Insane Prisoner Files Birther Suit

A federal inmate in Iowa who ran for president last year as a Democrat and got on the ballot in some states (even getting about 40% of the vote in West Virginia) has filed a suit to have President Obama declared a Kenyan and thrown out of the White House.

A federal prison inmate and failed Democratic presidential candidate has sued the Iowa Secretary of State and President Barack Obama in the hopes of getting a legal declaration that Obama is not a U.S. citizen and therefore was not a proper candidate to become commander-in-chief…

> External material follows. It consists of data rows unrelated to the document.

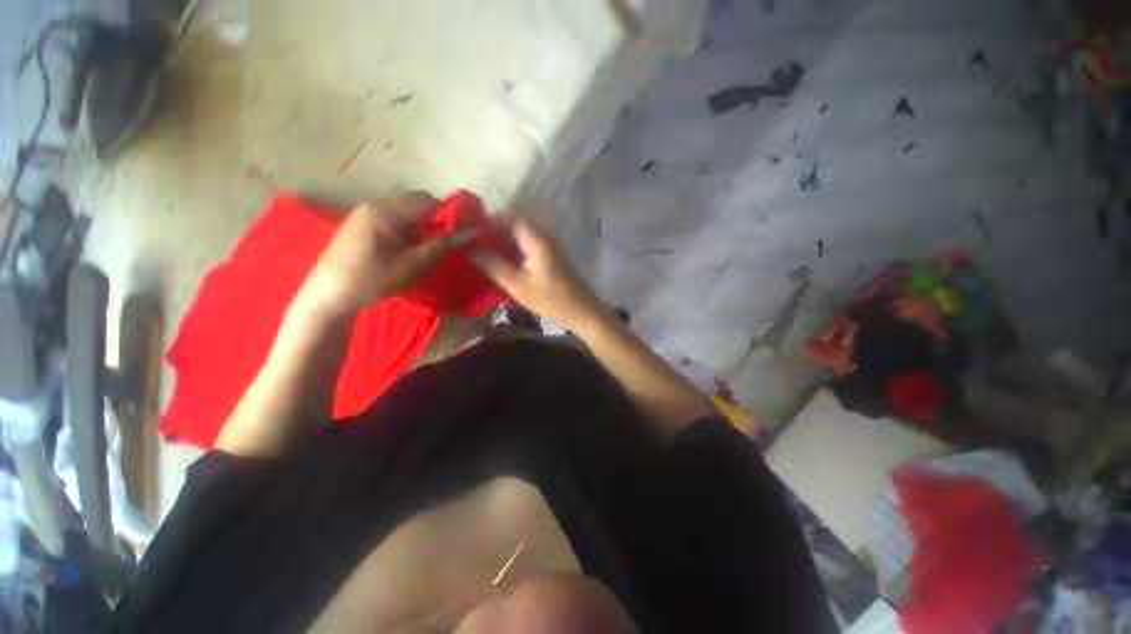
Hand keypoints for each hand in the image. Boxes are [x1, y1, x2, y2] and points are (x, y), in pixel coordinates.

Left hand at [301, 192, 469, 312]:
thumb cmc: (372, 279)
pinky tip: (406, 248)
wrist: (328, 294)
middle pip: (415, 202)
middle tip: (443, 243)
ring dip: (421, 225)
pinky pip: (392, 218)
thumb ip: (441, 246)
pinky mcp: (361, 223)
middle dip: (435, 219)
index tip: (460, 233)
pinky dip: (407, 228)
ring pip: (405, 210)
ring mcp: (365, 213)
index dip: (448, 214)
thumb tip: (470, 234)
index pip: (428, 200)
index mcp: (387, 211)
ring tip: (425, 248)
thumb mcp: (412, 265)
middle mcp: (375, 204)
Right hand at [473, 220, 602, 329]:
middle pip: (513, 224)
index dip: (487, 221)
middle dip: (492, 232)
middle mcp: (543, 236)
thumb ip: (493, 265)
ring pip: (520, 236)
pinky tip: (501, 263)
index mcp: (536, 239)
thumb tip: (470, 249)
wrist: (582, 311)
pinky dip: (513, 251)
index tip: (469, 232)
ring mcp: (548, 246)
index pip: (508, 217)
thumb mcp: (518, 286)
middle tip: (472, 246)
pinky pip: (527, 246)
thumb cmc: (551, 300)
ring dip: (502, 243)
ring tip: (482, 255)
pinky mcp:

Court papers contend Obama is a Kenyan citizen by virtue of being the son of a Kenyan native. Therefore, Obama “is not qualified for president of the United States,” the lawsuit contends.

You’re probably wondering why he’s in prison. This is fun:

Online court records show Judd currently is serving a 17-1/2-year prison sentence for sending threatening mail to a Texas woman whom he apparently believed to be a clone of singer Stevie Nicks.

“I thought that it was the illness and he made, like, an honest mistake,” Karen Corey-Daniels told a reporter for the Charleston, West Va., Daily Mail last year. “And he thought I really wasn’t me, that Stevie Nicks from Fleetwood Mac had paid to have me made so she could come down between concert dates and run my home improvement company.”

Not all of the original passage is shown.